Merasakan pergerakan pada kasur miliknya, gadis yang sudah hampir terlelap itu mau tak mau membuka matanya untuk mengetahui pelaku yang telah mengganggu kenyamanannya itu.

"Hei, Tsuru! Apa yang kau lakukan di sini?", tanya Arisa setengah sadar kepada laki-laki yang telah merebahkan tubuhnya di atas kasur di sebelah kiri Arisa.

"Tidur, apalagi?", jawab Tsurumaru enteng sambil memiringkan tubuhnya ke sebelah kiri membelakangi Arisa.

"Kenapa di kasurku? Di sofa sana saja!", seru Arisa sambil menunjuk sofa yang ada di pojok kiri kamarnya.

"Aku lelah, Arisa. Aku memerlukan tidur yang lelap agar besok bisa beraktivitas dengan fit. Dan tidur di sofa hanya akan menyebabkan tubuhku pegal-pegal besok harinya.", balas Tsurumaru kalem dengan masih membelakangi gadis pemilik kamar itu.

"Ck, kalau begitu aku saja yang tidur di sofa!", seru Arisa sambil bangkit dari kasurnya menuju sofa yang ada di kamarnya itu. Namun sebelum ia bisa melangkahkan kakinya ke sana, ada tangan yang kembali mencekal lengannya. Membuat gadis itu mau tak mau kembali menolehkan kepalanya kepada si pencekal.

"Apalagi?", tanya Arisa kesal.

"Kau juga perlu istirahat yang cukup untuk beraktivitas besok.
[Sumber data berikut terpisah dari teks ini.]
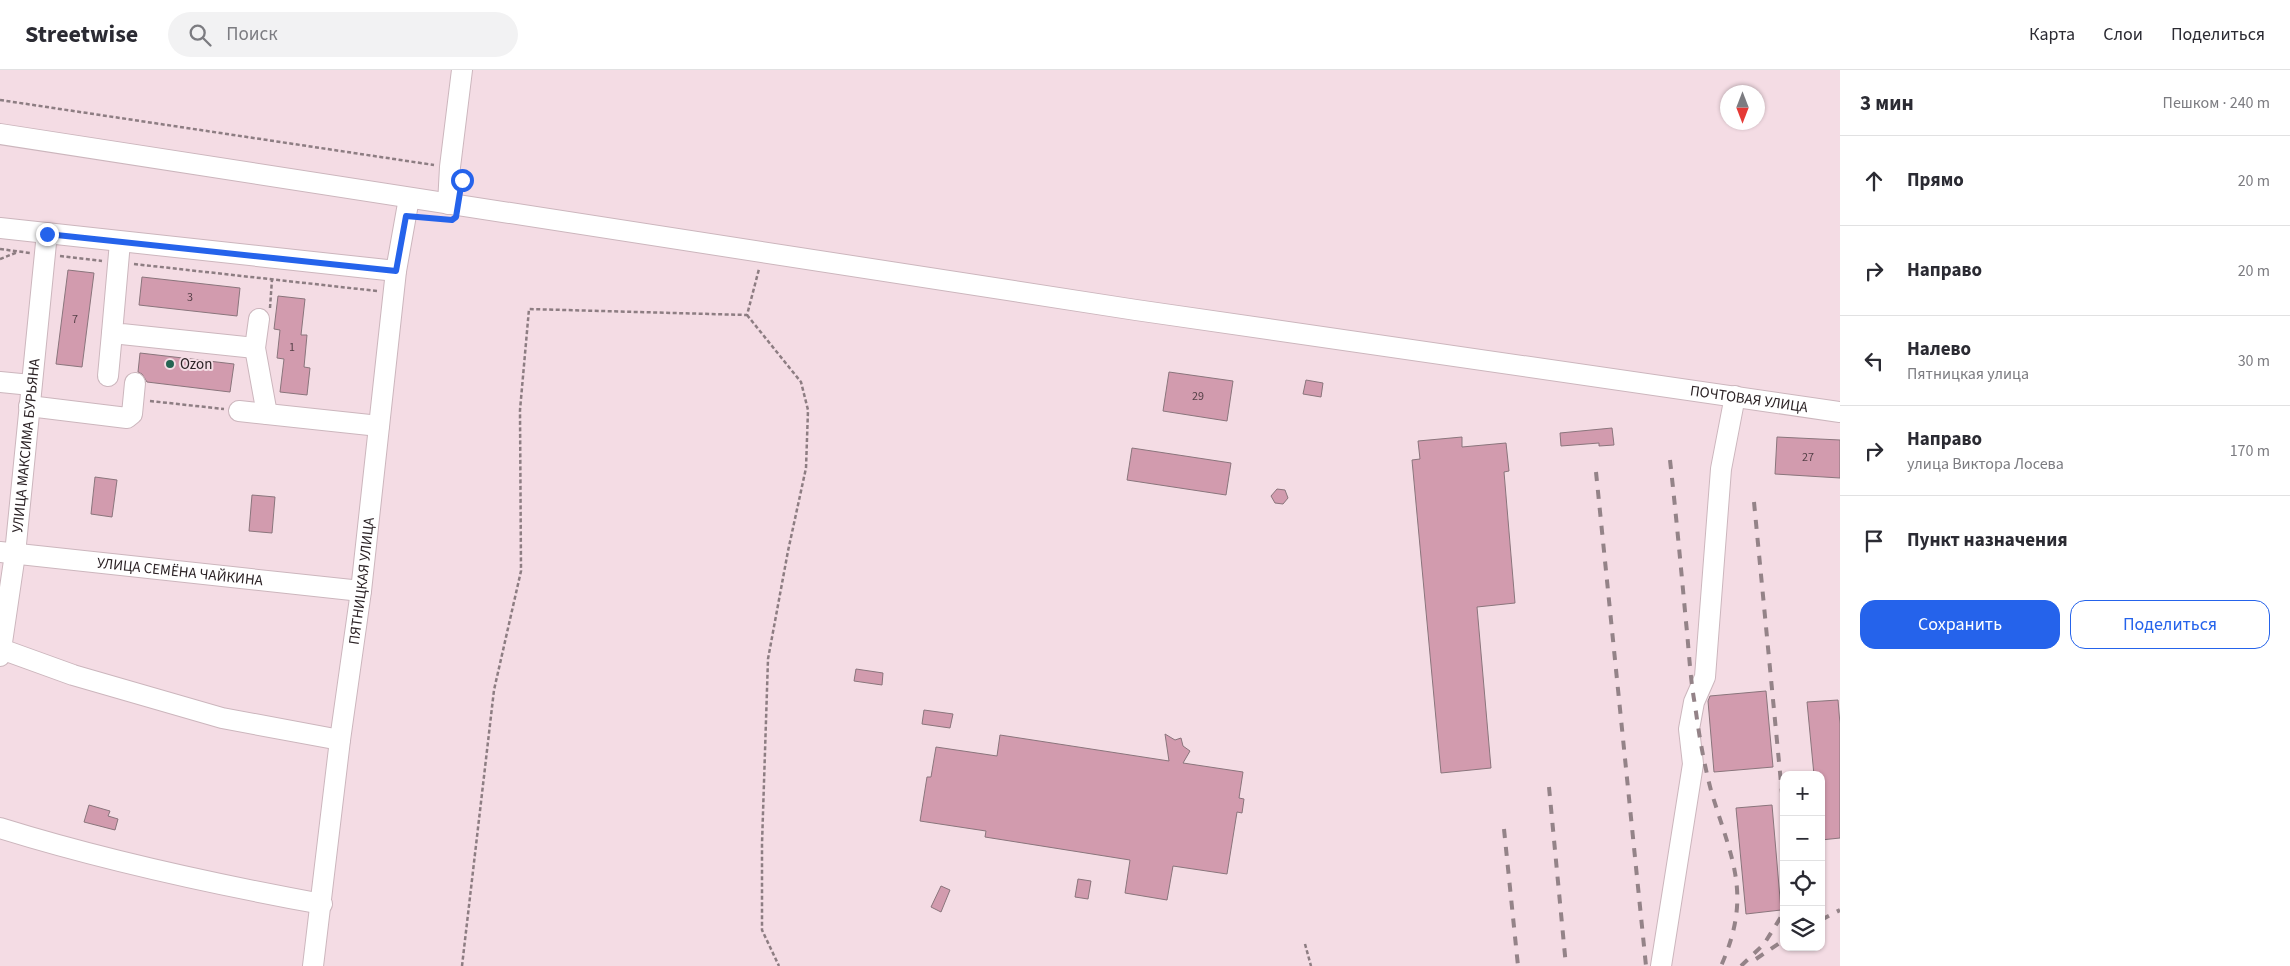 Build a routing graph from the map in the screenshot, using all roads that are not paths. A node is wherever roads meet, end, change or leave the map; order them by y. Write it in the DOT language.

Tidur saja di kasur ini! Aku janji tidak akan mengapa-apakanmu! Aku hanya akan tidur! Tidak lebih dari itu!", bujuk Tsurumaru dengan menunjukkan ekspresi malas berdebat.

"Hah, baiklah!", putus Arisa kembali merebahkan tubuhnya ke tempat semula. Namun sebelum ia menutup matanya untuk tidur, gadis itu kembali memastikan hal yang telah sahabatnya katakan tadi.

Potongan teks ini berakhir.